[hvidgaard]

I never said anything about SHA256. I talked about one-way functions.

The thread model is an adversary that gets unlimited access to the values stored for this purpose, and knows the function used to compute it. He wants to check if a given email is in the set. One-way functions is provably the best way to be able to ask yes/no to the question if this email is in the set with no false answers. I have not said anything about using computationally expensive one-way functions because that does not matter if the function takes 10 seconds to compute. He already knows what emails he wants to check.

[lvh]

You did say hash function.

Would you mind jotting down that proof?

[hvidgaard]

A proper cryptographic hash function is a one way function, if they exist.

But I'd frame your question the other way around then. You do not want to store the emails in a form that leaks any data. For that we need a compressing function. My (unwritten) assumption was that if the adversary compromise the system to get the data, they'll get any secrets too. This means that a HMAC is no better than a cryptographic hash function.

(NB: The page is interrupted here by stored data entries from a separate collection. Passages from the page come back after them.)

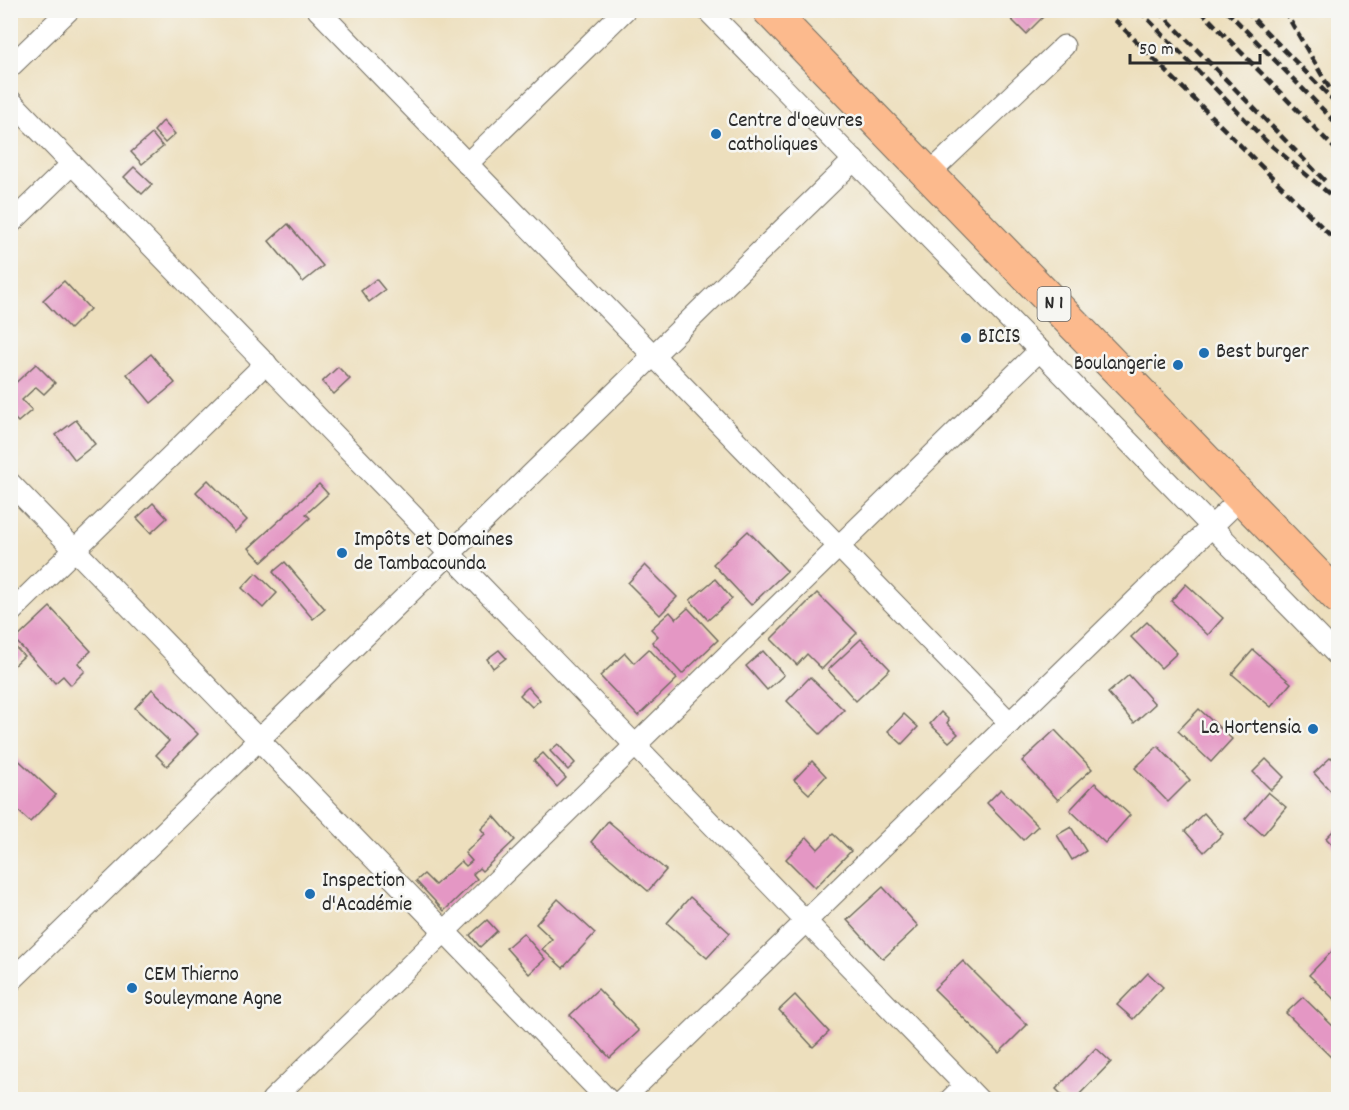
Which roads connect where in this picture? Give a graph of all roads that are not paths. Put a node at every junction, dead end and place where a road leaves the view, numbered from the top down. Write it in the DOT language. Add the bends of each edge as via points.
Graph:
graph roads {
  1 [pos="69,10"];
  2 [pos="318,10"];
  3 [pos="625,10"];
  4 [pos="707,10"];
  5 [pos="769,10"];
  6 [pos="1064,46"];
  7 [pos="10,67"];
  8 [pos="10,100"];
  9 [pos="854,160"];
  10 [pos="72,164"];
  11 [pos="467,164"];
  12 [pos="928,175"];
  13 [pos="10,224"];
  14 [pos="1040,350"];
  15 [pos="653,356"];
  16 [pos="266,363"];
  17 [pos="10,483"];
  18 [pos="1242,497"];
  19 [pos="1212,526"];
  20 [pos="838,547"];
  21 [pos="75,549"];
  22 [pos="450,554"];
  23 [pos="1338,597"];
  24 [pos="10,613"];
  25 [pos="1338,656"];
  26 [pos="1010,723"];
  27 [pos="260,740"];
  28 [pos="636,745"];
  29 [pos="806,921"];
  30 [pos="445,931"];
  31 [pos="10,982"];
  32 [pos="965,1095"];
  33 [pos="272,1100"];
  34 [pos="608,1100"];
  35 [pos="622,1100"];
  1 -- 7 [label="street"];
  2 -- 11 [label="street"];
  3 -- 11 [label="street"];
  4 -- 9 [label="street"];
  5 -- 12 [label="highway, N 1"];
  6 -- 12 [label="street"];
  8 -- 10 [label="street"];
  9 -- 14 [label="street"];
  9 -- 15 [label="street"];
  10 -- 13 [label="street"];
  10 -- 16 [label="street"];
  11 -- 15 [label="street"];
  12 -- 18 [label="highway, N 1"];
  14 -- 19 [label="street"];
  14 -- 20 [label="street"];
  15 -- 20 [label="street"];
  15 -- 22 [label="street"];
  16 -- 21 [label="street"];
  16 -- 22 [label="street"];
  17 -- 21 [label="street"];
  18 -- 19 [label="street"];
  18 -- 23 [label="highway, N 1"];
  19 -- 25 [label="street"];
  19 -- 26 [label="street"];
  20 -- 26 [label="street"];
  20 -- 28 [label="street"];
  21 -- 24 [label="street"];
  21 -- 27 [label="street"];
  22 -- 27 [label="street"];
  22 -- 28 [label="street"];
  26 -- 29 [label="street"];
  27 -- 30 [label="street"];
  27 -- 31 [label="street"];
  28 -- 29 [label="street"];
  28 -- 30 [label="street"];
  29 -- 32 [label="street"];
  29 -- 35 [label="street"];
  30 -- 33 [label="street"];
  30 -- 34 [label="street"];
}
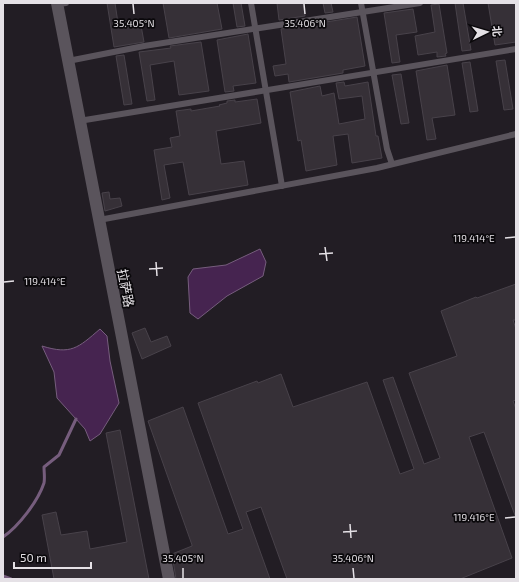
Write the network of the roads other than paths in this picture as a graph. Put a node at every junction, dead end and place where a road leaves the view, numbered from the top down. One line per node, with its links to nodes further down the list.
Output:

I know that is quite possible to create a system where this would be significantly harder than just a DB dump. But that is both significantly more difficult, and expensive. I'll admit that the formulation "provable the best we can do" should've had a big fat asterisk with the disclaimer about the threat model.

So, if an attacker have the data set and secrets, and wants to compute if a particular input is a member of this set. Can you do better than a cryptographic hash function?

[lvh]

Can you write down in pseudocode exactly what you're suggesting? As in db.write(sha256(email)) or whatever.